Note:
This topic has been translated from a Chinese forum by GPT and might contain errors.
Original topic: tidb集群遇到大量的查询请求,io读非常高,重启整个集群tikv的IO读无法下降
The TiDB cluster is encountering a large number of query requests, causing the IO read on the 3 KV nodes to be very high. Restarting the entire cluster does not reduce the TiKV IO read.
First, look at the slow SQL.
I think the problem might be related to the configuration of the TiDB cluster. You can check the configuration files of PD, TiKV, and TiDB to see if there are any issues. Additionally, you can also check the logs of each component to find more detailed error information.
I just shut down the gateway and the entire TiDB cluster for a few minutes, then restarted the cluster. After opening the gateway, TiDB requests increased, and TiKV’s IO read also started to rise continuously.
Okay, I’ll check the slow SQL.
Querying causes a large amount of disk I/O. First, check slow queries and optimize indexes. Second, look at Grafana (TiKV) to see where the slowness is. Check if there are any configuration issues. Think about whether there are any other operations.
Looking at the dashboard for slow SQL and optimizing slow SQL is the solution; restarting cannot solve the problem.
Check slow SQL in the dashboard, investigate SQL with a large number of requests one by one.
The issue from yesterday has been resolved. The reason was that a business table with 6 million rows had low health, and a large number of queries on the business side were using this table for join queries. After performing ANALYZE TABLE table_name
to collect statistics on this table, the IO read on TiKV immediately dropped.

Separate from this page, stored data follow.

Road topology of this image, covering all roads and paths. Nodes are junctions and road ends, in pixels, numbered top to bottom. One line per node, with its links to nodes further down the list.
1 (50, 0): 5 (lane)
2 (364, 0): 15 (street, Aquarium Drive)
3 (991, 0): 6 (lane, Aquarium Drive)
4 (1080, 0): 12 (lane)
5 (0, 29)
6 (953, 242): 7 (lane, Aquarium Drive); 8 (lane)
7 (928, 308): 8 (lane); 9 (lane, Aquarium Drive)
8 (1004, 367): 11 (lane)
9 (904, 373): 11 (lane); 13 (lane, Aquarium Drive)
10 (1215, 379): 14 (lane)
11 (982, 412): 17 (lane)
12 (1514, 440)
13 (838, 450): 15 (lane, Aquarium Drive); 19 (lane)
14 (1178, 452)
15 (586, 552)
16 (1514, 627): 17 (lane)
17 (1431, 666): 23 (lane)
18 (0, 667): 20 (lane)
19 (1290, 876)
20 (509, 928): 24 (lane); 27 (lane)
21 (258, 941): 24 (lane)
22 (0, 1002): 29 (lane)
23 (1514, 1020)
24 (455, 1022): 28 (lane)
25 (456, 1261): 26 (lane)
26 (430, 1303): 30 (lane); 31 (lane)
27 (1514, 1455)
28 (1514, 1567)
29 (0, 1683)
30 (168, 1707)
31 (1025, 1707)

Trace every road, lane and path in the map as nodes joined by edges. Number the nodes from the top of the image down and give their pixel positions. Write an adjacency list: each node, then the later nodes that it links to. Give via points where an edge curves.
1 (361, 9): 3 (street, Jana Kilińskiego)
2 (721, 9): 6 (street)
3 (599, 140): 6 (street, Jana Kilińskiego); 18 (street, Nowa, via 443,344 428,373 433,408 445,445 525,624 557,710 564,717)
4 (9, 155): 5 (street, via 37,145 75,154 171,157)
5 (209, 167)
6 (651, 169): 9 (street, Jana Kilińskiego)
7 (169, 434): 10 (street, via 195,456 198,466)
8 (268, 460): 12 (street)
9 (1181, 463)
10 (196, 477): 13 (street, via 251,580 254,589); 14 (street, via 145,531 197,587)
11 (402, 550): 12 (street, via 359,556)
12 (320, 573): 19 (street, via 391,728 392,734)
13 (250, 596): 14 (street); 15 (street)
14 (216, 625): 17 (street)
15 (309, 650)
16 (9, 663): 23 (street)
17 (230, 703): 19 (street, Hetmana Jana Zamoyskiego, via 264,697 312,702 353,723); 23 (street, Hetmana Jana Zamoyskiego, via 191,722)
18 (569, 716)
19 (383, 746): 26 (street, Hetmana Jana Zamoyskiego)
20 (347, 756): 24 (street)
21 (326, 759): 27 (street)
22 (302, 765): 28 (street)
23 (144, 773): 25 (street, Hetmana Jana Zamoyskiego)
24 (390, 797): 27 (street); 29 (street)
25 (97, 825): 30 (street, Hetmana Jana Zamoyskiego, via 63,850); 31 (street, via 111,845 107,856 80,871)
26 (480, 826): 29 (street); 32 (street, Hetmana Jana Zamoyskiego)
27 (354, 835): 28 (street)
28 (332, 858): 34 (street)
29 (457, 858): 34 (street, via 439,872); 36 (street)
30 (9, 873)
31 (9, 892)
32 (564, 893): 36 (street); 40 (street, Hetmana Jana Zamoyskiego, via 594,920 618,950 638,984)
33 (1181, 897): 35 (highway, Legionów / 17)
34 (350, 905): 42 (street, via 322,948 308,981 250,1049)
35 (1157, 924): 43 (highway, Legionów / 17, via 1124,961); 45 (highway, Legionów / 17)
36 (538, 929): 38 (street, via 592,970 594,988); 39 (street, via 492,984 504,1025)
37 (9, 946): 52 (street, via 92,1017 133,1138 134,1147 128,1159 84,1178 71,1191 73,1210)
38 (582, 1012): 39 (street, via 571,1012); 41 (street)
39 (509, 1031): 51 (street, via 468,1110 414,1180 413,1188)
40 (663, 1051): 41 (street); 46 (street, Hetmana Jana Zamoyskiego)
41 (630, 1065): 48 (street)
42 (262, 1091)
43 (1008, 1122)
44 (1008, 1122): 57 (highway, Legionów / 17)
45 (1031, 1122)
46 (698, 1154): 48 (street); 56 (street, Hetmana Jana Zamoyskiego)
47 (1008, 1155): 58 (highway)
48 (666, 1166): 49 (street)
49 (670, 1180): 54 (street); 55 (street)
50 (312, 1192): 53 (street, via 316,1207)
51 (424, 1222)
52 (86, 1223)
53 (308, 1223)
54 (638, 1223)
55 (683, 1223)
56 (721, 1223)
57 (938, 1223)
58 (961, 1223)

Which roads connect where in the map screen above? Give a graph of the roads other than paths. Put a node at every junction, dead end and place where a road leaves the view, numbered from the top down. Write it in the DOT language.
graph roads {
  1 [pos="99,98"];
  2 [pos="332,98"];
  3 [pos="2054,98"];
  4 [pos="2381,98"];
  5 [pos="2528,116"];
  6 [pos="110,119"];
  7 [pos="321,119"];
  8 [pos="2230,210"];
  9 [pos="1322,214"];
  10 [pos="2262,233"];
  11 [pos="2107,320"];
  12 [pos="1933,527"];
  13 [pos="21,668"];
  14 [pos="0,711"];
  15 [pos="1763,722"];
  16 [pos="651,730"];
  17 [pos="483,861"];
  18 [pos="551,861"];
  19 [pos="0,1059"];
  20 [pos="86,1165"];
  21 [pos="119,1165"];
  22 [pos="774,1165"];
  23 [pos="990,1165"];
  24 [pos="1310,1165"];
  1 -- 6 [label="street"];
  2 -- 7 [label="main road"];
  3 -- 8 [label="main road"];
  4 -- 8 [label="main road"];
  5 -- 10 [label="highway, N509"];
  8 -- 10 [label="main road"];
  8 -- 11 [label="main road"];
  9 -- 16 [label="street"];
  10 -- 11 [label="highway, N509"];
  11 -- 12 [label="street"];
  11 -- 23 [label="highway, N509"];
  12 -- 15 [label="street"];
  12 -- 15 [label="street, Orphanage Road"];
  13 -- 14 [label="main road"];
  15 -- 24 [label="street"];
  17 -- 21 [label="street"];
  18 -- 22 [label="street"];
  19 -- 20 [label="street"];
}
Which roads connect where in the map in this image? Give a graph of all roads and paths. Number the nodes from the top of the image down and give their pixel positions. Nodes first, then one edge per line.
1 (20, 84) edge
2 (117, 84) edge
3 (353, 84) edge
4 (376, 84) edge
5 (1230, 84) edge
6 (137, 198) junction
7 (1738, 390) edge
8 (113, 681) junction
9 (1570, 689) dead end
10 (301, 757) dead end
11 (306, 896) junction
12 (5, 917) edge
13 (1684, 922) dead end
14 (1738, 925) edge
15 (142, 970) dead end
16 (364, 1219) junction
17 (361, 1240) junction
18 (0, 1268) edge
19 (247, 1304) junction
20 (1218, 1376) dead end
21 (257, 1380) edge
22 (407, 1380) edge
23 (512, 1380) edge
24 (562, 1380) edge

The parameters that need to be adjusted are as follows:
-- 1. Enable the automatic statistics collection feature:
mysql> show variables like 'tidb_enable_auto_analyze';
+--------------------------+-------+
| Variable_name | Value |
+--------------------------+-------+
| tidb_enable_auto_analyze | ON |
+--------------------------+-------+
1 row in set (0.00 sec)
-- 2. Adjust the tidb_auto_analyze_ratio parameter from the original 0.7 to 0.3, which means that when more than 30% of the rows in the table are modified, automatic ANALYZE will be triggered to update.
mysql> show variables like 'tidb_auto_analyze_ratio';
+-------------------------+-------+
| Variable_name | Value |
+-------------------------+-------+
| tidb_auto_analyze_ratio | 0.3 |
+-------------------------+-------+
1 row in set (0.00 sec)
-- 3. Change the start time to Beijing time, representing the period from 00:00 to 08:00 for automatic collection.
mysql> set global tidb_auto_analyze_start_time='00:00 +0800';
Query OK, 0 rows affected (0.01 sec)
mysql> set global tidb_auto_analyze_end_time ='08:00 +0800';
Query OK, 0 rows affected (0.03 sec)
I remember there is a parameter that can automatically kill the timed-out SQL.
First, check the slow SQL on the dashboard, as well as the indexes, and the statistics information of the slow SQL table, etc.
The low health score leads to incorrect indexing, which is quite common. Analyze is one solution. Another is to bind the execution plan, so the table’s health score won’t affect it anymore.